少し読み始めて徹夜を覚悟した。
週末に手に取った本作品、早見一真さんのイノセント·デイズをよみ始めたときの感触であった。
死刑囚の幸乃が歩んできた人生をたどっていくストーリー。
読んでいてキツイ。環境に恵まれなかったのは確かだが、どこかのタイミングで誰かが何とかできなかったのか。
子供時代の友人たちが、死刑確定後に幸乃を助けようと奔走している様をみて、もどかしく無念な気持ちになってしまった。
最後のシーンは久しぶりに感動した。とても悲しい結末だが、幸乃がようやく自分の意思で自らを解放したような気がした。
最後に幸乃が心を動かされた相手が慎一だったのは腑に落ちない。
手紙の内容は確かに心を揺さぶれる内容だったが、そもそもそんな手紙を慎一だけが書けたことが腑に落ちない。(二回目)
そんなに彼と大切な思い出あった?
君が必要だと言われただけなら、慎一である必然性はないので少し白けてしまう。古本屋の事件で慎一と重要な約束をしたとか、説得力が欲しかった。
あと、幸乃の祖母と酒乱の父の行動原理がいまいち理解できない。幸乃を不幸にするためのコマでしかなく違和感が残る。
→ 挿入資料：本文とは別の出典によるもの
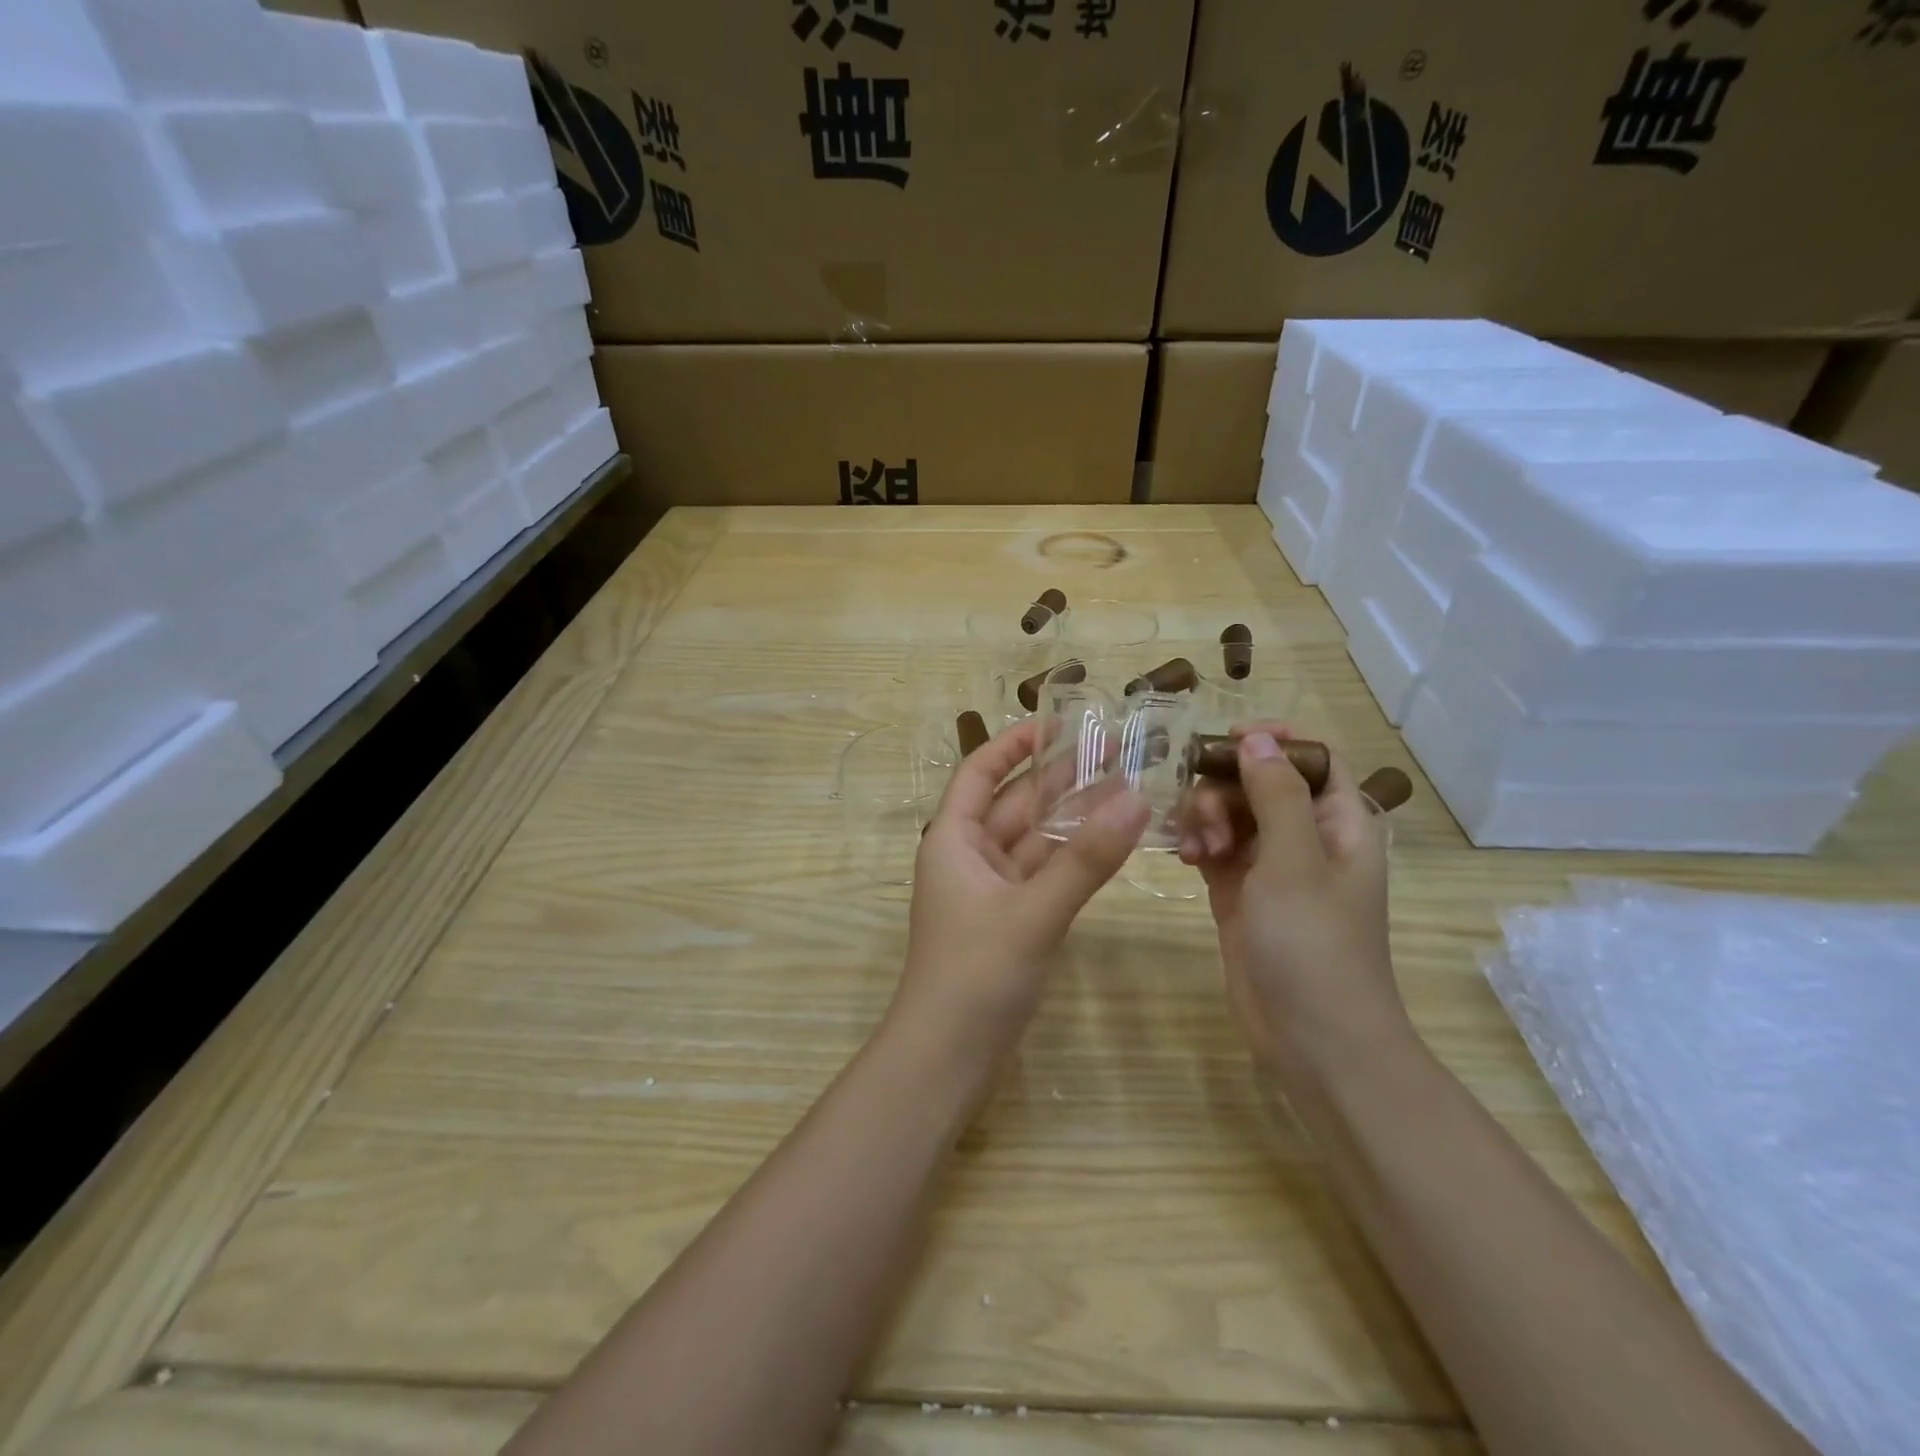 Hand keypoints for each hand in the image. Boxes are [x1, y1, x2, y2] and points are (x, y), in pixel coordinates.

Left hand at [890, 720, 1149, 1066]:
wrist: (947, 1059)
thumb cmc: (975, 974)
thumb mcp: (1033, 912)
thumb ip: (1085, 859)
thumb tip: (1136, 798)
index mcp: (953, 839)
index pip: (981, 772)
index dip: (1014, 743)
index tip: (1058, 721)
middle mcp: (969, 856)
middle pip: (1015, 803)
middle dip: (1059, 778)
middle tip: (1115, 752)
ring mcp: (991, 890)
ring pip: (1034, 840)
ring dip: (1072, 818)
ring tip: (1126, 788)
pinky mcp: (1010, 920)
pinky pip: (1043, 874)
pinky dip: (1072, 858)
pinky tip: (1109, 842)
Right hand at [1178, 726, 1406, 1073]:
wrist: (1313, 1039)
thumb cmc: (1315, 944)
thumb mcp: (1295, 860)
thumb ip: (1274, 794)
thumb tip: (1257, 739)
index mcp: (1340, 822)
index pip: (1314, 758)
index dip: (1276, 742)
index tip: (1229, 741)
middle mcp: (1307, 838)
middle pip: (1261, 782)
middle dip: (1226, 787)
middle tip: (1207, 816)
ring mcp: (1271, 867)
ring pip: (1232, 813)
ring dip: (1207, 818)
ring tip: (1198, 851)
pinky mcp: (1240, 894)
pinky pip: (1215, 849)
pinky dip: (1198, 845)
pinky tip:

幸乃の自白にあった秘密の暴露がなぜ採用されたのかも説明はなかった。誘導尋問か?
最後に真犯人が証拠となるメモをご丁寧に残しているが、そんなことするタイプか?
フーダニットを解決するには安易な方法だったので、このメモでいきなり全て解決したら、それはそれで納得いかなかったかもしれない。
いくつか腑に落ちない点はあるが、久しぶりに感想を残したくなるくらいに感動した作品である。